WHAT YOU NEED TO DO:
Look through the entries below, please, and copy every line with the word "than".

DATASET:
-- Opening Marker --
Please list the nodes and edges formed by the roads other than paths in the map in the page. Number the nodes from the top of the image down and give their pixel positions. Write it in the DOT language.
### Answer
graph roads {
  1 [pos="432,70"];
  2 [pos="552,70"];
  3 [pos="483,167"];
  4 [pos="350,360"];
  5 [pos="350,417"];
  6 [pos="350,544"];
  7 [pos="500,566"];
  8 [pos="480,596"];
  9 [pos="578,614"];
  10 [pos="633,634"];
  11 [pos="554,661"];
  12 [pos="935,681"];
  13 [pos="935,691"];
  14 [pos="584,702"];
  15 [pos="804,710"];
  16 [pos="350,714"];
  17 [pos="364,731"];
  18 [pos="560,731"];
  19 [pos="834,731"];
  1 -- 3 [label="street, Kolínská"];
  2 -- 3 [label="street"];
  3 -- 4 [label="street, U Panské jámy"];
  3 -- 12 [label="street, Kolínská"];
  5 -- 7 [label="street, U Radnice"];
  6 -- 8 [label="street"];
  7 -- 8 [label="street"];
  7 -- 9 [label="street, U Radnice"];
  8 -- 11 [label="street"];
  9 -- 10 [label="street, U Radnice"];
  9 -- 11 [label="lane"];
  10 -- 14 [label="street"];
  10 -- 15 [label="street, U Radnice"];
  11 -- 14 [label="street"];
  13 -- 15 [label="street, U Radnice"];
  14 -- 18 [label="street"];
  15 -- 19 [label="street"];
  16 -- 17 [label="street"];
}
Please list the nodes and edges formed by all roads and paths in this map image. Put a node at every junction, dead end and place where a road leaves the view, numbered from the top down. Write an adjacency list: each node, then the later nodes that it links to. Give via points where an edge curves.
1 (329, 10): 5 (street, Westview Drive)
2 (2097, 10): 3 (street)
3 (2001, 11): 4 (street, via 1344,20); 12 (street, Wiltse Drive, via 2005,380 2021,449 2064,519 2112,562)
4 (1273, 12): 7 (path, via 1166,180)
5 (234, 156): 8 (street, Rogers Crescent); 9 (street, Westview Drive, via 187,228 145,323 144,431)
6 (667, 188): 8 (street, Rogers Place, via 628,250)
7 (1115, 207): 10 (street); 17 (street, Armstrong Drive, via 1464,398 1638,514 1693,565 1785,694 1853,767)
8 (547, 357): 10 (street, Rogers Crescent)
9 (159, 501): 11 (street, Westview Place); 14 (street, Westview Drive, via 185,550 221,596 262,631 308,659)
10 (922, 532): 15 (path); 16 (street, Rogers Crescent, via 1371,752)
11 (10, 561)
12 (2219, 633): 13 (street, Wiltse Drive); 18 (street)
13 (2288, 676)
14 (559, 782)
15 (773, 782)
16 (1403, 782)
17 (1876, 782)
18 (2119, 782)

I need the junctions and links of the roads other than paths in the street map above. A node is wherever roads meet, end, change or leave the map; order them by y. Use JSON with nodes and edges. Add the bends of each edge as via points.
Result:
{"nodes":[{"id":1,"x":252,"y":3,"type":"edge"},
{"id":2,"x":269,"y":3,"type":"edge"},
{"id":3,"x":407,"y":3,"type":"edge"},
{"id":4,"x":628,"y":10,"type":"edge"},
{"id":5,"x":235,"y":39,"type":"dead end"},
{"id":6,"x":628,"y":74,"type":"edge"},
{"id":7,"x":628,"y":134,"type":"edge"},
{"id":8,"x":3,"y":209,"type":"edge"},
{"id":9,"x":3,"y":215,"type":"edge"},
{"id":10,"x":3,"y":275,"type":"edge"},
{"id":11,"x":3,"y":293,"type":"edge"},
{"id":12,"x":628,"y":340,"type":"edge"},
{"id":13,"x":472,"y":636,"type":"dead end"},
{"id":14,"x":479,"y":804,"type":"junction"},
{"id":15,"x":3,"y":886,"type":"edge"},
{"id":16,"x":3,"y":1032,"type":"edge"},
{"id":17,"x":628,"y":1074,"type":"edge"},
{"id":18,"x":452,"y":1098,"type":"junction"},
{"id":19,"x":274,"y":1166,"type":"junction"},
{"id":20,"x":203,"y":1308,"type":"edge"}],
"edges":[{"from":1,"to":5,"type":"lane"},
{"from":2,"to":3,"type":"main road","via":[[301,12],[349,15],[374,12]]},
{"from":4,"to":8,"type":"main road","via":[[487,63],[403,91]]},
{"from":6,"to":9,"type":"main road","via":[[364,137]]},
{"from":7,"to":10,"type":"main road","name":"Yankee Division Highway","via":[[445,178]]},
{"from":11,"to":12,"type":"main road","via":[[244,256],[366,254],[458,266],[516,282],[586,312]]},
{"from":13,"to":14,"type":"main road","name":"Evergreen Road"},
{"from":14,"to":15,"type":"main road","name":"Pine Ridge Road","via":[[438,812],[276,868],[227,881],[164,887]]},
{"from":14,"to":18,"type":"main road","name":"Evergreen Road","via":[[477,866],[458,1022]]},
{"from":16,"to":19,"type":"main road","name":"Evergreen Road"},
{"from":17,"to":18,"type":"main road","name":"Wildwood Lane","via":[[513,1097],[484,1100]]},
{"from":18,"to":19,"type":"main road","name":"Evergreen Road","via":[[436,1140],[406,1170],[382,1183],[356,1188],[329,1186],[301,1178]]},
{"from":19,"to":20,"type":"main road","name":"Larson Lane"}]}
-- Closing Marker --
THE ANSWER:
Please list the nodes and edges formed by the roads other than paths in the map in the page. Number the nodes from the top of the image down and give their pixel positions. Write it in the DOT language.
I need the junctions and links of the roads other than paths in the street map above. A node is wherever roads meet, end, change or leave the map; order them by y. Use JSON with nodes and edges. Add the bends of each edge as via points.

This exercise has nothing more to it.